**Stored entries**

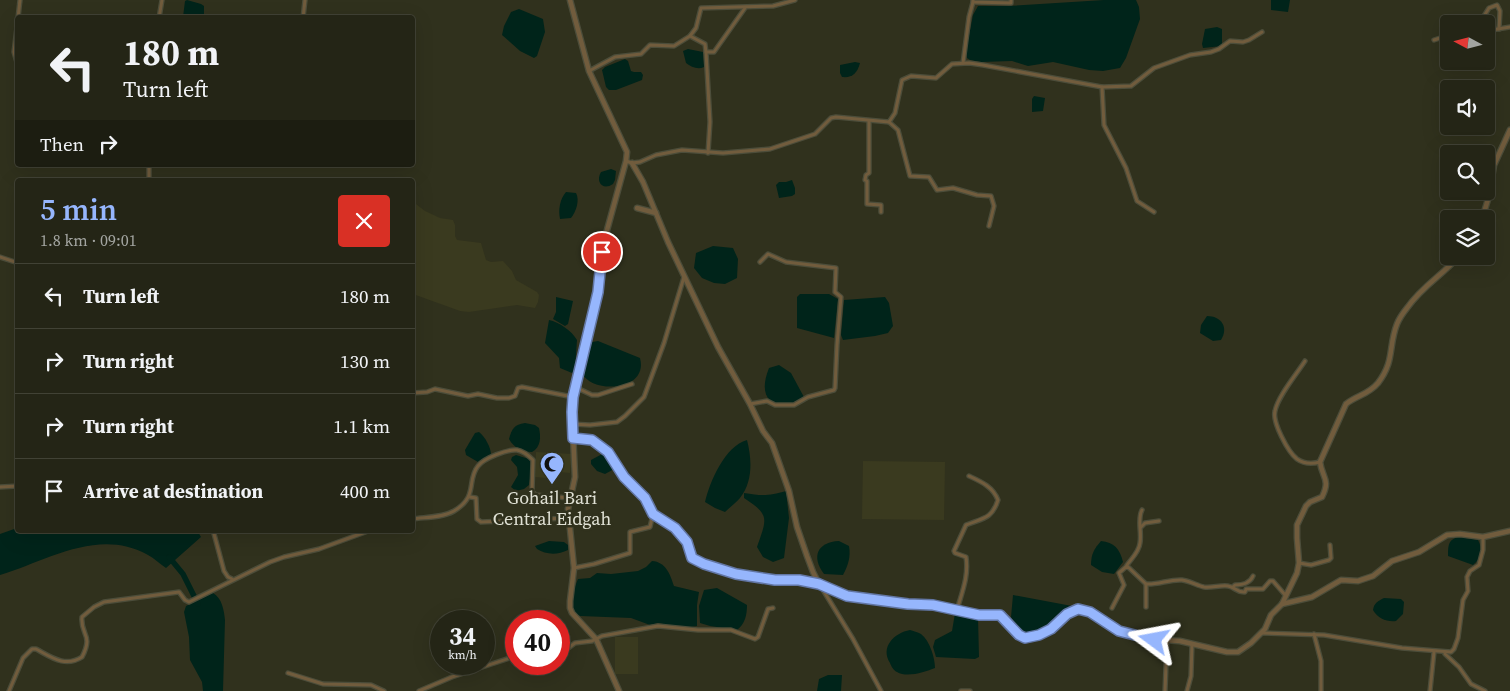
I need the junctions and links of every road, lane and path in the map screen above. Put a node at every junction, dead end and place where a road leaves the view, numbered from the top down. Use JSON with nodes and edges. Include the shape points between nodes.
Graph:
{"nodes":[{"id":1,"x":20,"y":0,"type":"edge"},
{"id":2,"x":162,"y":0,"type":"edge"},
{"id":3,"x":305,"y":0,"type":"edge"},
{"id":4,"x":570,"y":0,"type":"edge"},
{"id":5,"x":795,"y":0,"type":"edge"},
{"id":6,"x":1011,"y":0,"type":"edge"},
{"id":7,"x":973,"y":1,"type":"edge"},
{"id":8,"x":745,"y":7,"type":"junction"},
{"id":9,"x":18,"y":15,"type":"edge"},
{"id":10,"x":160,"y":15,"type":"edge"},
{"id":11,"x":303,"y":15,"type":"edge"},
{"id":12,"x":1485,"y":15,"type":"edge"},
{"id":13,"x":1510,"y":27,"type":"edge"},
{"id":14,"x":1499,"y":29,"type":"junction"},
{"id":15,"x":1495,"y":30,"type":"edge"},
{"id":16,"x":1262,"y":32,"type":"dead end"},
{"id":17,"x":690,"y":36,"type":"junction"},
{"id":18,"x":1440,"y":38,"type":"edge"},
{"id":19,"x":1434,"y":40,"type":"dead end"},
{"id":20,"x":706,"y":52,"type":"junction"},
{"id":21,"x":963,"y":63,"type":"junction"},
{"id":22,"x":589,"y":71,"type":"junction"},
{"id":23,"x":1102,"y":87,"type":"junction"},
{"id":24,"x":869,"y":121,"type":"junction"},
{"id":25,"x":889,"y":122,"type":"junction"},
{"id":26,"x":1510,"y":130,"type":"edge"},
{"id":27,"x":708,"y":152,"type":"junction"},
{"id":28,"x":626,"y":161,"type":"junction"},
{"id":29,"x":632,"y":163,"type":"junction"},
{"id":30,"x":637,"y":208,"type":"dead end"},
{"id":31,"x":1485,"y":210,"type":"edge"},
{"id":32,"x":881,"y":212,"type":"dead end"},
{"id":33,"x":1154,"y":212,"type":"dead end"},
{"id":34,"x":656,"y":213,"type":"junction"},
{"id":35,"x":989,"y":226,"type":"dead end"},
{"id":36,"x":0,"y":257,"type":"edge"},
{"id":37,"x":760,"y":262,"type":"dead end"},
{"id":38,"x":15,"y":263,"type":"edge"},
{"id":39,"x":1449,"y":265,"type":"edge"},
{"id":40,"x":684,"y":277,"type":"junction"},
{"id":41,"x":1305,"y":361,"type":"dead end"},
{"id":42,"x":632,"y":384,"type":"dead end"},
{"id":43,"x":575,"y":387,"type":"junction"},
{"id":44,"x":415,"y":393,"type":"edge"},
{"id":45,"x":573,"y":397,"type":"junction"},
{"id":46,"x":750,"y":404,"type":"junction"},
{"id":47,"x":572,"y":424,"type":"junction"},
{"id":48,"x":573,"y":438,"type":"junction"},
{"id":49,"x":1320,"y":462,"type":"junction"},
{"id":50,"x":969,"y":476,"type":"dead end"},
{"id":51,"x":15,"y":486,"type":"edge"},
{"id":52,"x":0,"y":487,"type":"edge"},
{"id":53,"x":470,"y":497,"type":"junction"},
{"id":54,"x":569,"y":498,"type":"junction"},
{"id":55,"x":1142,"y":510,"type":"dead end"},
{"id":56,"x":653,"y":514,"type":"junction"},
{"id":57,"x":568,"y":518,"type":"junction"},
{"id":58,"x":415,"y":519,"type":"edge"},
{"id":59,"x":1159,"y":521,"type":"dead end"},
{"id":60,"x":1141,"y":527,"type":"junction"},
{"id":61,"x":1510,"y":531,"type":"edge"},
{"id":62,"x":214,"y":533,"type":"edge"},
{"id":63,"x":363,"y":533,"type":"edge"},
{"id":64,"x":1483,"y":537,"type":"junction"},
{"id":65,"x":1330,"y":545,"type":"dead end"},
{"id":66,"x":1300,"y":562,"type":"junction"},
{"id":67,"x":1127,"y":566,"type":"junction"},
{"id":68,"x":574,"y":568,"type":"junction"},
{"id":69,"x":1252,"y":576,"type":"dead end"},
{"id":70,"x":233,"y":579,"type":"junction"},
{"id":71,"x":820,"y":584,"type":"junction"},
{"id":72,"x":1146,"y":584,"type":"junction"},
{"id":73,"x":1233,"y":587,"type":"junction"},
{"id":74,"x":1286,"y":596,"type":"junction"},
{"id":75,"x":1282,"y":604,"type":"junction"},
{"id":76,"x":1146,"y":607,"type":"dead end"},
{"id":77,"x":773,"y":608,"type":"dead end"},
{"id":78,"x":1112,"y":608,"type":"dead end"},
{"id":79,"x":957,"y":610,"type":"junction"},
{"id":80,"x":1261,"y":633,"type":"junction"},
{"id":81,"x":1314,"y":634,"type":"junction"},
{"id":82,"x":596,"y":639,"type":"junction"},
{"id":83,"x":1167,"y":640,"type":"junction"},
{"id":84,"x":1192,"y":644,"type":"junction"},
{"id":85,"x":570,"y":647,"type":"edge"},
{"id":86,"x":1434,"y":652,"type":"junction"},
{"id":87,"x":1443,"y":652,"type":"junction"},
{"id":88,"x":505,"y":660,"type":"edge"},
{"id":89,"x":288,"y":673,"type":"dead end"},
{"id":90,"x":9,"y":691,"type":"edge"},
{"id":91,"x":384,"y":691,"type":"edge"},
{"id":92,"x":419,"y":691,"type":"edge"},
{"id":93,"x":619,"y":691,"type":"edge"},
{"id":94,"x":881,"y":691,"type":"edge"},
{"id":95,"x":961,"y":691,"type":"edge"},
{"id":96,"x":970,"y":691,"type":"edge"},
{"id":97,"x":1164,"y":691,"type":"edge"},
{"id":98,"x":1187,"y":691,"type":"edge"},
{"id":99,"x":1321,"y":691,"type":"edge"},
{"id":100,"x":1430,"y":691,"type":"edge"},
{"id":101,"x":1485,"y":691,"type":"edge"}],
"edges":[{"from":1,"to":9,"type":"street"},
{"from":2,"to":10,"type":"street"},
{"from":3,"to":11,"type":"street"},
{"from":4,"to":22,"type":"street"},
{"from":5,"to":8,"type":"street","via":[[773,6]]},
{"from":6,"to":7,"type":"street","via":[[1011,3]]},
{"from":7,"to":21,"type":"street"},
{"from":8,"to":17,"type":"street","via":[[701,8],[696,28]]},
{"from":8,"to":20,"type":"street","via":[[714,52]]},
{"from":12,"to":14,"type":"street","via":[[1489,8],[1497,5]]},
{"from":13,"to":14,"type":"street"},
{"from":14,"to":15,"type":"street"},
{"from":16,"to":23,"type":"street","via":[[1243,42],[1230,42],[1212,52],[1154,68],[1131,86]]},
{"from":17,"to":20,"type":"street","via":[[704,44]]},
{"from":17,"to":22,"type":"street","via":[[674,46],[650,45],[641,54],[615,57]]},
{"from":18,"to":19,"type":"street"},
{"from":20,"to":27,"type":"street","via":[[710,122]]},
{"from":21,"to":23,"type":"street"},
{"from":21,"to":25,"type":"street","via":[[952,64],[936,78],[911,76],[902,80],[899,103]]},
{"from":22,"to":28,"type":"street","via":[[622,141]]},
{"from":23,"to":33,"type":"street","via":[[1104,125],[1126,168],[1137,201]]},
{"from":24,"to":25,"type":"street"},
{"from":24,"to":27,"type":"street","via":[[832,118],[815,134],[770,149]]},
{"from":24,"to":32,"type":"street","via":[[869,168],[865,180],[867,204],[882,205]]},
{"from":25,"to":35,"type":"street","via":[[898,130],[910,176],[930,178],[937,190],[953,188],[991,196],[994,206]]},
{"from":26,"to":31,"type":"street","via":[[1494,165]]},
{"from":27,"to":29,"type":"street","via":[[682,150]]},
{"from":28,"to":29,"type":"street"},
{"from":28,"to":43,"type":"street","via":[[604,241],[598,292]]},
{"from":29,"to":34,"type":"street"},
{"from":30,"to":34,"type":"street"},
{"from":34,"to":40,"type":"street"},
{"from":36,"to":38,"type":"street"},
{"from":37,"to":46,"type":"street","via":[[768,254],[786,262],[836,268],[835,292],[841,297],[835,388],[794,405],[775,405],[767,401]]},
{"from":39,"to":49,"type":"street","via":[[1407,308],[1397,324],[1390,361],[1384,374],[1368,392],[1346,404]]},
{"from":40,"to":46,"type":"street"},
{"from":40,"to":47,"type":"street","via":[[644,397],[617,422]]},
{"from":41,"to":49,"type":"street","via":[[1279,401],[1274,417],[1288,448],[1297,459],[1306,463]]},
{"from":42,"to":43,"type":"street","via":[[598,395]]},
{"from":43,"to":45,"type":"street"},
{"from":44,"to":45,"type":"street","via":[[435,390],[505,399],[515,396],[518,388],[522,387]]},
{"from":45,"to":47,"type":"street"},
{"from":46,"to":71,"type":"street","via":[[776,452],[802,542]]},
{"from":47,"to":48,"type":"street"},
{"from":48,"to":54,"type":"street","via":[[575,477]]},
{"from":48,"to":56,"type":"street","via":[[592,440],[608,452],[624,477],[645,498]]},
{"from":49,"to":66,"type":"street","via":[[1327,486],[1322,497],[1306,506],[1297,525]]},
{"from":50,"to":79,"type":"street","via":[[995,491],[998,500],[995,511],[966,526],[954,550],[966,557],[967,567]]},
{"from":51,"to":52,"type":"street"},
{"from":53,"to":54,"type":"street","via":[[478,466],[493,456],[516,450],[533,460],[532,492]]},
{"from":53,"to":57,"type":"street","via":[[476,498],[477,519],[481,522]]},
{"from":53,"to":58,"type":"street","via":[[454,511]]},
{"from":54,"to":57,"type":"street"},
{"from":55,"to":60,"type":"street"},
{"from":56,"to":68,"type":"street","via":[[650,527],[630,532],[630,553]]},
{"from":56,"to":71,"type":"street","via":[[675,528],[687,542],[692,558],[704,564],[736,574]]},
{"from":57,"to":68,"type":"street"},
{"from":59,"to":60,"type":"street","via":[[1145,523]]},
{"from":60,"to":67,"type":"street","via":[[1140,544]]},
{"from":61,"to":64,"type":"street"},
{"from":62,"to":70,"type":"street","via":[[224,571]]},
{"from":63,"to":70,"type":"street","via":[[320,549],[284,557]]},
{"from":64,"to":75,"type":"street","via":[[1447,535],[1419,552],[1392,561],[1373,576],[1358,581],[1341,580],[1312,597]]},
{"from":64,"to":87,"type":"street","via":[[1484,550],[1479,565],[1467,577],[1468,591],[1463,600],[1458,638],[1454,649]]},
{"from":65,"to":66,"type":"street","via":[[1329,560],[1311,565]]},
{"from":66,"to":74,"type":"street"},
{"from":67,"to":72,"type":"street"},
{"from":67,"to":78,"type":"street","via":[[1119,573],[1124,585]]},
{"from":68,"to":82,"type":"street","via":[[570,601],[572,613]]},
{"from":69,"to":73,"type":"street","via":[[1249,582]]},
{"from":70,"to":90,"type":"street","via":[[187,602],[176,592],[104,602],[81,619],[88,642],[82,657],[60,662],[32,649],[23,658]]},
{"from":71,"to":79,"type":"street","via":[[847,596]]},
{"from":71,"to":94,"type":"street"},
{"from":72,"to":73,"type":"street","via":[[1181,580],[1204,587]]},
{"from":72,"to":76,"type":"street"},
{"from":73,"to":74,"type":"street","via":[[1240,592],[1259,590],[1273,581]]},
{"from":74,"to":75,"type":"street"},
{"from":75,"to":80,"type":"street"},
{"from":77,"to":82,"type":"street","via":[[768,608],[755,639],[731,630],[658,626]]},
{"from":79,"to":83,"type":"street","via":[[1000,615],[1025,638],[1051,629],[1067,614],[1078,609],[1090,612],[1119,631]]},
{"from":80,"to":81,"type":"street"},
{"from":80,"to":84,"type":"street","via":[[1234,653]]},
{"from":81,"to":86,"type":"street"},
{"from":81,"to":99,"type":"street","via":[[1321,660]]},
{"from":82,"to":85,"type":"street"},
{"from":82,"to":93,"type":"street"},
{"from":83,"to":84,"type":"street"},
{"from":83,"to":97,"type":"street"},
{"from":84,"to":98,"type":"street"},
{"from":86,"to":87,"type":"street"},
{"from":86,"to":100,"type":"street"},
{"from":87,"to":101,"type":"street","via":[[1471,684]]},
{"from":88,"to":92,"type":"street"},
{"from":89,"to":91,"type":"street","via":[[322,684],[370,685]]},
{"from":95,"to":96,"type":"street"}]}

**The task**
Your response should be each line that includes the word "nodes", copied from the records.

**The completed task**
I need the junctions and links of every road, lane and path in the map screen above. Put a node at every junction, dead end and place where a road leaves the view, numbered from the top down. Use JSON with nodes and edges. Include the shape points between nodes.
{"nodes":[{"id":1,"x":20,"y":0,"type":"edge"},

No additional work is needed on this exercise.